▶ _Task item_
Transcribe all of the records exactly, leaving every line as it is.

**********

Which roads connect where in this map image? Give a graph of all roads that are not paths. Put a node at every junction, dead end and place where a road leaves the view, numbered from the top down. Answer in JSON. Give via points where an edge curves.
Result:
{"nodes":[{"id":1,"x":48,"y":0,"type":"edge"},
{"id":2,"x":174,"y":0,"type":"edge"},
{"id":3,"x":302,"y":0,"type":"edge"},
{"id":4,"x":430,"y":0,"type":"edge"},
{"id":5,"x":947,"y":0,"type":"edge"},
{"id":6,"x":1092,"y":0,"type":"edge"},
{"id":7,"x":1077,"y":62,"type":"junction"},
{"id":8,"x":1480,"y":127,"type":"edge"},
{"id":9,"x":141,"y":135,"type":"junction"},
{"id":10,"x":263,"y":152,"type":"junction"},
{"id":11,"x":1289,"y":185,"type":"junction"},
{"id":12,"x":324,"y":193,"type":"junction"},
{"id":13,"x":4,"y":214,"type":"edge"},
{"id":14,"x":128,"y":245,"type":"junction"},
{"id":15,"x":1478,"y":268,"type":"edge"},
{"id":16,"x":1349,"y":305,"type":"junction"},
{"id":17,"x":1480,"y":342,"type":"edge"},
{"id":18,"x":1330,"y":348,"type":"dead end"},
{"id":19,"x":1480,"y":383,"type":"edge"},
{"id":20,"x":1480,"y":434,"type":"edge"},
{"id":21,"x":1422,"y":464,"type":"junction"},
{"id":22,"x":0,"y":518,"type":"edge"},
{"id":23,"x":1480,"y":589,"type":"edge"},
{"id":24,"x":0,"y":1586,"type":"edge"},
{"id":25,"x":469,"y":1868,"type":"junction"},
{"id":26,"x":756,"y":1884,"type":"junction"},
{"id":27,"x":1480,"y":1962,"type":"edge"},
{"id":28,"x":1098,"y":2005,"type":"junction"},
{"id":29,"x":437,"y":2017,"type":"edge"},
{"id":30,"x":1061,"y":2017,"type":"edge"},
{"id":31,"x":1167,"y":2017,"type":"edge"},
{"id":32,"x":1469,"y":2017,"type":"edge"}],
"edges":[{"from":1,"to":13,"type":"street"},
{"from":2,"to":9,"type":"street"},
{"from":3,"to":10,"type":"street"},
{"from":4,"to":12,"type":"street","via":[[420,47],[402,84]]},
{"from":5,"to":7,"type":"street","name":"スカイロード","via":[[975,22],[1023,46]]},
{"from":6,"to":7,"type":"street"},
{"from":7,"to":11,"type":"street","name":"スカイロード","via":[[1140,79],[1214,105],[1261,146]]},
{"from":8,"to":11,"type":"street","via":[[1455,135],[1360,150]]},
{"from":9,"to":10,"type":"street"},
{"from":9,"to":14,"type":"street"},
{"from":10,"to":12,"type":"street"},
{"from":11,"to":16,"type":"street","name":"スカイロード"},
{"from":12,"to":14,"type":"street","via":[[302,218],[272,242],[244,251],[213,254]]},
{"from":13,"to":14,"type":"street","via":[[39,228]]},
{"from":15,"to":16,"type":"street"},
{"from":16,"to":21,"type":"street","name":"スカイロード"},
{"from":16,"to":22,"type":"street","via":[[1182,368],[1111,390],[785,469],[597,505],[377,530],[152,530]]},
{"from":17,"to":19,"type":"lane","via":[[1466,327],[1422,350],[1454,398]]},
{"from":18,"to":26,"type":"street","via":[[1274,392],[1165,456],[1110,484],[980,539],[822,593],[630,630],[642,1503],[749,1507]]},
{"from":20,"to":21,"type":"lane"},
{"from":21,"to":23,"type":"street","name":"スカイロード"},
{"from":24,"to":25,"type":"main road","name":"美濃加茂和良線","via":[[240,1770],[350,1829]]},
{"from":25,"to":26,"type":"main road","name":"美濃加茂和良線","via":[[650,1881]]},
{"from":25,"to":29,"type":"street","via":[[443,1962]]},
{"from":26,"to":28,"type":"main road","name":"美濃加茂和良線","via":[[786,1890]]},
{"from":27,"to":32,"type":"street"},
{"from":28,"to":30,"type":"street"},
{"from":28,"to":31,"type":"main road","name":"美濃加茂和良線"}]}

**********

▶ _Solution to the problem_
Which roads connect where in this map image? Give a graph of all roads that are not paths. Put a node at every junction, dead end and place where a road leaves the view, numbered from the top down. Answer in JSON. Give via points where an edge curves.
Result:
{"nodes":[{"id":1,"x":48,"y":0,"type":"edge"},
{"id":2,"x":174,"y":0,"type":"edge"},
{"id":3,"x":302,"y":0,"type":"edge"},
{"id":4,"x":430,"y":0,"type":"edge"},
{"id":5,"x":947,"y":0,"type":"edge"},
{"id":6,"x":1092,"y":0,"type":"edge"},
{"id":7,"x":1077,"y":62,"type":"junction"},
{"id":8,"x":1480,"y":127,"type":"edge"},
{"id":9,"x":141,"y":135,"type":"junction"},
{"id":10,"x":263,"y":152,"type":"junction"},
{"id":11,"x":1289,"y":185,"type":"junction"},
{"id":12,"x":324,"y":193,"type":"junction"},
{"id":13,"x":4,"y":214,"type":"edge"},
{"id":14,"x":128,"y":245,"type":"junction"},
{"id":15,"x":1478,"y":268,"type":"edge"},
{"id":16,"x":1349,"y":305,"type":"junction"},
{"id":17,"x":1480,"y":342,"type":"edge"},
{"id":18,"x":1330,"y":348,"type":"dead end"},
{"id":19,"x":1480,"y":383,"type":"edge"},
{"id":20,"x":1480,"y":434,"type":"edge"},
{"id":21,"x":1422,"y":464,"type":"junction"},
{"id":22,"x":0,"y":518,"type":"edge"},
{"id":23,"x":1480,"y":589,"type":"edge"},
{"id":24,"x":0,"y":1586,"type":"edge"},
{"id":25,"x":469,"y":1868,"type":"junction"},
{"id":26,"x":756,"y":1884,"type":"junction"},
{"id":27,"x":1480,"y":1962,"type":"edge"},
{"id":28,"x":1098,"y":2005,"type":"junction"},
{"id":29,"x":437,"y":2017,"type":"edge"},
{"id":30,"x":1061,"y":2017,"type":"edge"},
{"id":31,"x":1167,"y":2017,"type":"edge"},
{"id":32,"x":1469,"y":2017,"type":"edge"}],
"edges":[{"from":1,"to":13,"type":"street"},
{"from":2,"to":9,"type":"street"},
{"from":3,"to":10,"type":"street"},
{"from":4,"to":12,"type":"street","via":[[420,47],[402,84]]},
{"from":5,"to":7,"type":"street","name":"スカイロード","via":[[975,22],[1023,46]]},
{"from":6,"to":7,"type":"street"},
{"from":7,"to":11,"type":"street","name":"スカイロード","via":[[1140,79],[1214,105],[1261,146]]},
{"from":8,"to":11,"type":"street","via":[[1455,135],[1360,150]]},
{"from":9,"to":10,"type":"street"},
{"from":9,"to":14,"type":"street"},
{"from":10,"to":12,"type":"street"},
{"from":11,"to":16,"type":"street","name":"スカイロード"},
{"from":12,"to":14,"type":"street","via":[[302,218],[272,242],[244,251],[213,254]]},
{"from":13,"to":14,"type":"street","via":[[39,228]]},
{"from":15,"to":16,"type":"street"},
{"from":16,"to":21,"type":"street","name":"スカイロード"},
{"from":16,"to":22,"type":"street","via":[[1182,368],[1111,390],[785,469],[597,505],[377,530],[152,530]]},
{"from":17,"to":19,"type":"lane","via":[[1466,327],[1422,350],[1454,398]]},
{"from":18,"to":26,"type":"street","via":[[1274,392],[1165,456],[1110,484],[980,539],[822,593],[630,630],[642,1503],[749,1507]]},
{"from":20,"to":21,"type":"lane"},
{"from":21,"to":23,"type":"street","name":"スカイロード"},
{"from":24,"to":25,"type":"main road","name":"美濃加茂和良線","via":[[240,1770],[350,1829]]},
{"from":25,"to":26,"type":"main road","name":"美濃加茂和良線","via":[[650,1881]]},
{"from":25,"to":29,"type":"street","via":[[443,1962]]},
{"from":26,"to":28,"type":"main road","name":"美濃加茂和良線","via":[[786,1890]]},
{"from":27,"to":32,"type":"street"},
{"from":28,"to":30,"type":"street"},
{"from":28,"to":31,"type":"main road","name":"美濃加茂和良線"}]}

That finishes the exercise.